La legislación española establece que las rebajas únicamente podrán tener lugar en dos temporadas al año: una al principio y la otra en torno al período estival de vacaciones. No obstante corresponde a cada Comunidad Autónoma fijar el calendario concreto en el que estas tendrán lugar, teniendo en cuenta que la duración de cada uno de estos períodos no puede superar los dos meses.
La rebaja implica únicamente una reducción respecto del precio habitual de venta del producto. Esto supone que el comercio debe respetar una serie de normas:
>No pueden ponerse a la venta en rebajas productos adquiridos específicamente para tal fin. Siempre debe tratarse de productos que ya estuvieran a la venta como mínimo un mes antes del inicio del período de rebajas.
>No pueden venderse como productos rebajados aquellos que presenten algún tipo de deterioro, productos de temporadas anteriores, o en general aquellos que representen una disminución de la calidad del producto vendido.
>Los productos han de mostrar de forma bien visible en la etiqueta su precio original junto al rebajado, o bien el porcentaje de la rebaja aplicado.
En cuanto a las condiciones de venta aplicadas por el establecimiento, éstas deben ser las mismas que en cualquier otro período, así como las garantías ofrecidas, de forma que:
>Si el establecimiento admite habitualmente el pago con tarjeta, ha de seguir haciéndolo en época de rebajas.
>Si el establecimiento normalmente admite cambios o devoluciones (hay que tener en cuenta que no estará obligado a hacerlo si no se trata de un producto defectuoso), únicamente quedará exento de esta obligación si informa debidamente y de forma visible a los clientes de esta circunstancia antes del inicio del período de rebajas.
Es habitual que algunos comercios otorguen vales de compra al cliente. Aunque estos vales hayan sido entregados antes del período de rebajas, su valor total se descontará del precio rebajado de cualquiera de los productos que el consumidor adquiera.
Del mismo modo, si el comercio acepta la devolución de un producto adquirido antes del período de rebajas y el cliente lo devuelve cuando éste ya se ha iniciado, no sería legal que se le devolviera el precio rebajado, sino lo que el consumidor pagó en su día por ese producto.

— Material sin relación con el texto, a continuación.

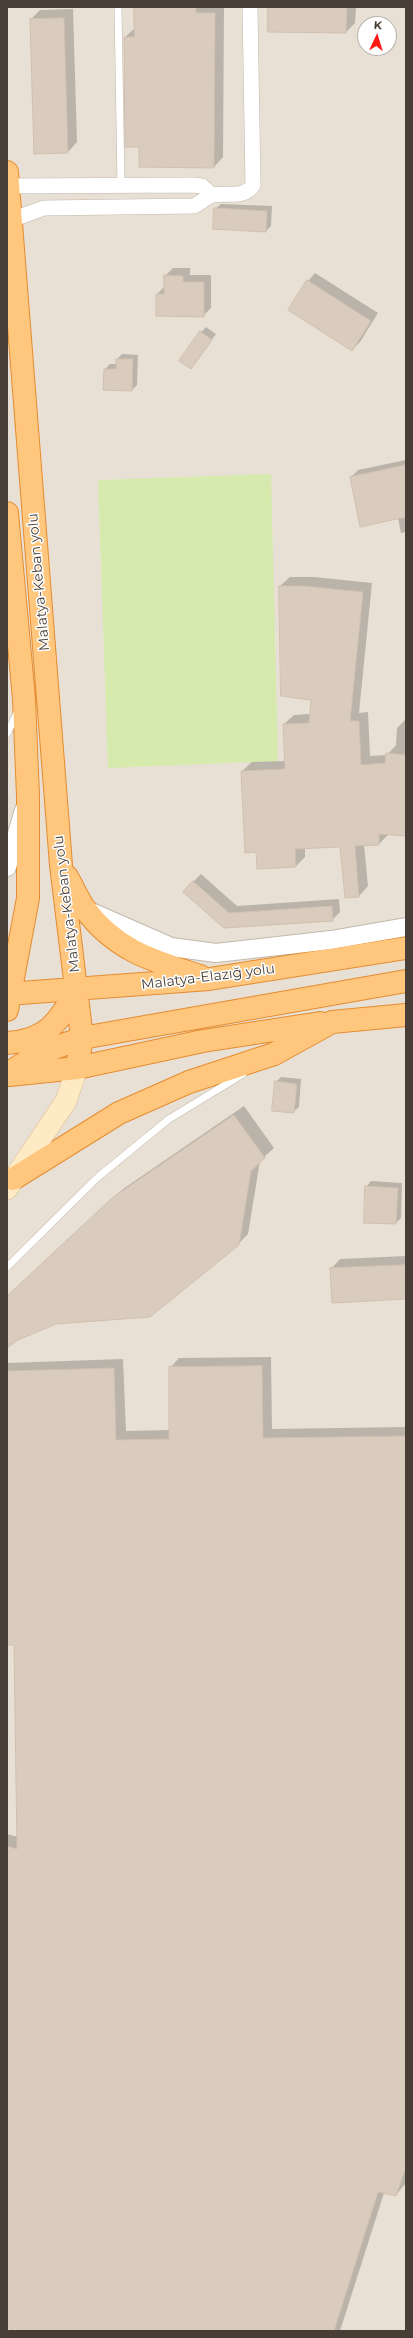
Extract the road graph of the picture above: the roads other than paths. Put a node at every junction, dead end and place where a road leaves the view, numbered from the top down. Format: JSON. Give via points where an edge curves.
{"nodes":[{"id":1,"x":118,"y":7,"type":"edge"},
{"id":2,"x":250,"y":7,"type":"edge"},
{"id":3,"x":8,"y":179,"type":"edge"},
{"id":4,"x":121,"y":185,"type":"junction"},
{"id":5,"x":212,"y":196,"type":"junction"},
{"id":6,"x":11,"y":220,"type":"junction"},
{"id":7,"x":7,"y":513,"type":"edge"},
{"id":8,"x":24,"y":700,"type":"junction"},
{"id":9,"x":7,"y":734,"type":"edge"},
{"id":10,"x":28,"y":796,"type":"junction"},
{"id":11,"x":61,"y":865,"type":"junction"},
{"id":12,"x":7,"y":866,"type":"edge"},
{"id":13,"x":85,"y":909,"type":"junction"},
{"id":14,"x":406,"y":927,"type":"edge"},
{"id":15,"x":406,"y":948,"type":"edge"},
{"id":16,"x":209,"y":979,"type":"junction"},
{"id":17,"x":406,"y":981,"type":"edge"},
{"id":18,"x":77,"y":990,"type":"junction"},
{"id":19,"x":8,"y":999,"type":"edge"},
{"id":20,"x":406,"y":1001,"type":"edge"},
{"id":21,"x":406,"y":1015,"type":"edge"},
{"id":22,"x":332,"y":1022,"type":"junction"},
{"id":23,"x":91,"y":1037,"type":"junction"},
{"id":24,"x":7,"y":1043,"type":"edge"},
{"id":25,"x":274,"y":1054,"type":"junction"},
{"id":26,"x":105,"y":1062,"type":"junction"},
{"id":27,"x":78,"y":1068,"type":"junction"},
{"id":28,"x":7,"y":1074,"type":"edge"},
{"id":29,"x":10,"y":1184,"type":"edge"},
{"id":30,"x":7,"y":1266,"type":"edge"}],
"edges":[{"from":1,"to":4,"type":"lane"},
{"from":2,"to":5,"type":"street","via":[[253,185],[244,193]]},
{"from":3,"to":4,"type":"street"},
{"from":3,"to":6,"type":"highway","name":"Malatya-Keban yolu"},
{"from":4,"to":5,"type":"street","via":[[202,186]]},
{"from":5,"to":6,"type":"street","via":[[194,206],[44,208]]},
{"from":6,"to":11,"type":"highway","name":"Malatya-Keban yolu"},
{"from":7,"to":8,"type":"highway","name":"Malatya-Keban yolu"},
{"from":8,"to":9,"type":"lane"},
{"from":8,"to":10,"type":"highway","name":"Malatya-Keban yolu"},
{"from":10,"to":12,"type":"street"},
{"from":10,"to":19,"type":"highway","name":"Malatya-Keban yolu","via":[[28,898]]},
{"from":11,"to":13,"type":"highway"},
{"from":11,"to":18,"type":"highway","name":"Malatya-Keban yolu"},
{"from":13,"to":14,"type":"street","via":[[171,947],[216,953],[331,940]]},
{"from":13,"to":16,"type":"highway","via":[[106,932],[128,950]]},
{"from":15,"to":16,"type":"highway","name":"Malatya-Elazığ yolu"},
{"from":16,"to":18,"type":"highway","name":"Malatya-Elazığ yolu"},
{"from":17,"to":23,"type":"highway"},
{"from":18,"to":19,"type":"highway","name":"Malatya-Elazığ yolu"},
{"from":18,"to":23,"type":"highway","name":"Malatya-Keban yolu"},
{"from":18,"to":24,"type":"highway","via":[[57,1021],[43,1034],[26,1042]]},
{"from":20,"to":22,"type":"highway"},
{"from":21,"to":22,"type":"highway"},
{"from":22,"to":25,"type":"highway"},
{"from":22,"to":26,"type":"highway","via":[[203,1040]]},
{"from":23,"to":26,"type":"highway"},
{"from":23,"to":27,"type":"highway"},
{"from":23,"to":28,"type":"highway","via":[[38,1054]]},
{"from":25,"to":29,"type":"highway","via":[[189,1082],[119,1113]]},
{"from":25,"to":30,"type":"lane","via":[[169,1119],[98,1177]]},
{"from":26,"to":27,"type":"highway"},
{"from":27,"to":28,"type":"highway"},
{"from":27,"to":29,"type":"main road","via":[[66,1101]]}]}
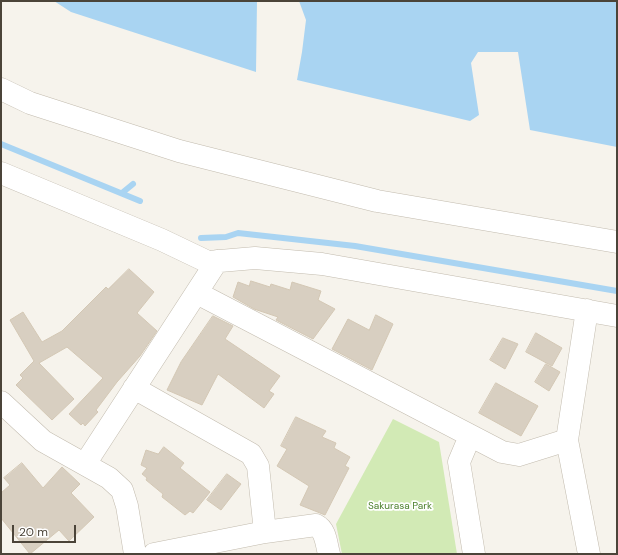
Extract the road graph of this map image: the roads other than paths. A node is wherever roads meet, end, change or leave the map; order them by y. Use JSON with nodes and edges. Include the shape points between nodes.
{"nodes":[{"id":1,"x":1,"y":89,"type":"edge"},
{"id":2,"x":1,"y":173,"type":"edge"},
{"id":3,"x":617,"y":242,"type":"edge"},
{"id":4,"x":218,"y":261,"type":"junction"},
{"id":5,"x":197,"y":293,"type":"junction"},
{"id":6,"x":587,"y":310,"type":"junction"},
{"id":7,"x":617,"y":316,"type":"edge"},
{"id":8,"x":134,"y":388,"type":"junction"},
{"id":9,"x":1,"y":402,"type":"edge"},
{"id":10,"x":470,"y":436,"type":"junction"},
{"id":11,"x":567,"y":440,"type":"junction"},
{"id":12,"x":84,"y":464,"type":"junction"},
{"id":13,"x":265,"y":532,"type":"junction"},
{"id":14,"x":136,"y":554,"type":"edge"},
{"id":15,"x":154,"y":554,"type":"edge"},
{"id":16,"x":329,"y":554,"type":"edge"},
{"id":17,"x":474,"y":554,"type":"edge"},
{"id":18,"x":589,"y":554,"type":"edge"}],
"edges":[{"from":1,"to":3,"type":"street","via":[[30,102],[178,151],[369,200]]},
{"from":2,"to":4,"type":"street","via":[[162,240],[208,262]]},
{"from":4,"to":5,"type":"street"},
{"from":4,"to":6,"type":"street","via":[[256,258],[322,264]]},
{"from":5,"to":8,"type":"street"},
{"from":5,"to":10,"type":"street"},
{"from":6,"to":7,"type":"street"},
{"from":6,"to":11,"type":"street"},
{"from":8,"to":12,"type":"street"},
{"from":8,"to":13,"type":"street","via":[[251,454],[258,466]]},
{"from":9,"to":12,"type":"street","via":[[43,441]]},
{"from":10,"to":11,"type":"street","via":[[502,452],[519,455]]},
{"from":10,"to":17,"type":"street","via":[[459,462]]},
{"from":11,"to":18,"type":"street"},
{"from":12,"to":14,"type":"street","via":[[109,478],[122,490],[128,506]]},
{"from":13,"to":15,"type":"street"},
{"from":13,"to":16,"type":"street","via":[[316,525],[324,533]]}]}
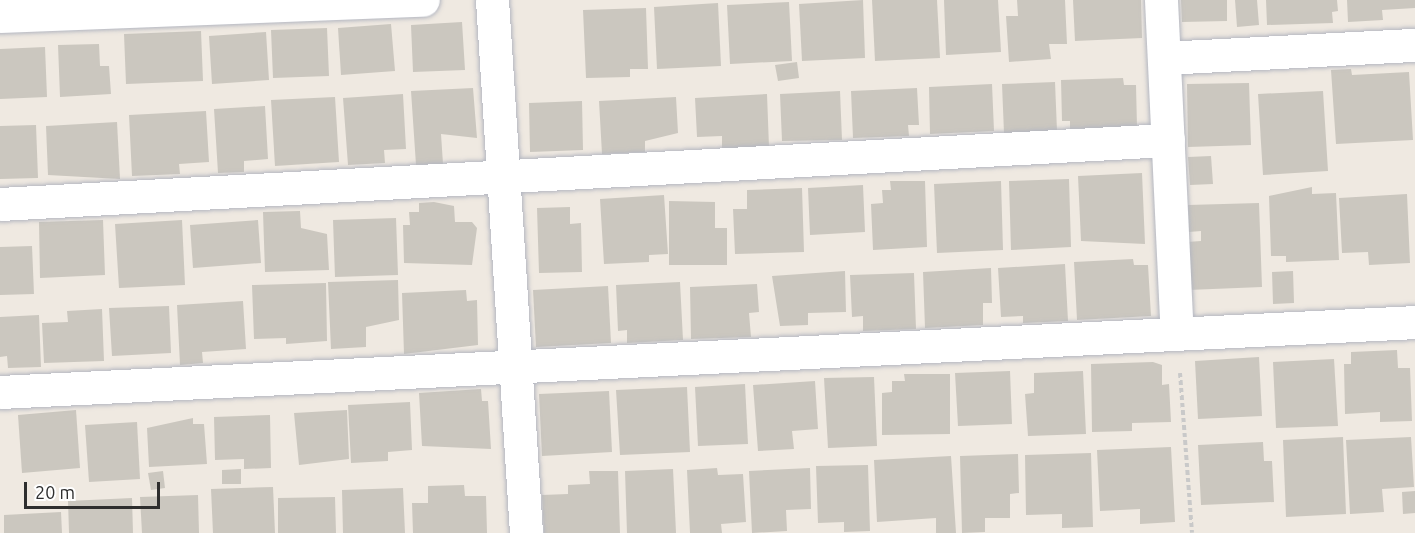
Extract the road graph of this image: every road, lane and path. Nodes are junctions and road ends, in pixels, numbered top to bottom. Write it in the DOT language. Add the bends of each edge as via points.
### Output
graph roads {
  1 [pos="423,0"];
  2 [pos="492,0"];
  3 [pos="1161,0"];
  4 [pos="0,16"];
  5 [pos="1415,45"];
  6 [pos="1164,58"];
  7 [pos="1168,140"];
  8 [pos="504,179"];
  9 [pos="0,204"];
  10 [pos="1415,322"];
  11 [pos="1177,334"];
  12 [pos="515,366"];
  13 [pos="0,392"];
  14 [pos="526,533"];
  15 [pos="1192,533"];
  1 -- 4 [label="street"];
  2 -- 8 [label="street"];
  3 -- 6 [label="street"];
  5 -- 6 [label="street"];
  6 -- 7 [label="street"];
  7 -- 8 [label="street"];
  7 -- 11 [label="street"];
  8 -- 9 [label="street"];
  8 -- 12 [label="street"];
  10 -- 11 [label="street"];
  11 -- 12 [label="street"];
  11 -- 15 [label="path"];
  12 -- 13 [label="street"];
  12 -- 14 [label="street"];
}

Hay que señalar también que el comercio debe disponer de un número suficiente de productos rebajados al precio que se indica en la publicidad, siendo este stock proporcional a la duración de la venta en rebajas y a la publicidad realizada.
Por último, pero no menos importante, es conveniente, en época de rebajas, seguir unos consejos básicos para hacer una compra responsable, como pueden ser no dejarse llevar por los impulsos, ceñirse a un presupuesto previo o incluso llevar una lista de los productos que se tiene pensado adquirir, para no encontrarse posteriormente con sorpresas desagradables que supongan un desequilibrio del presupuesto familiar.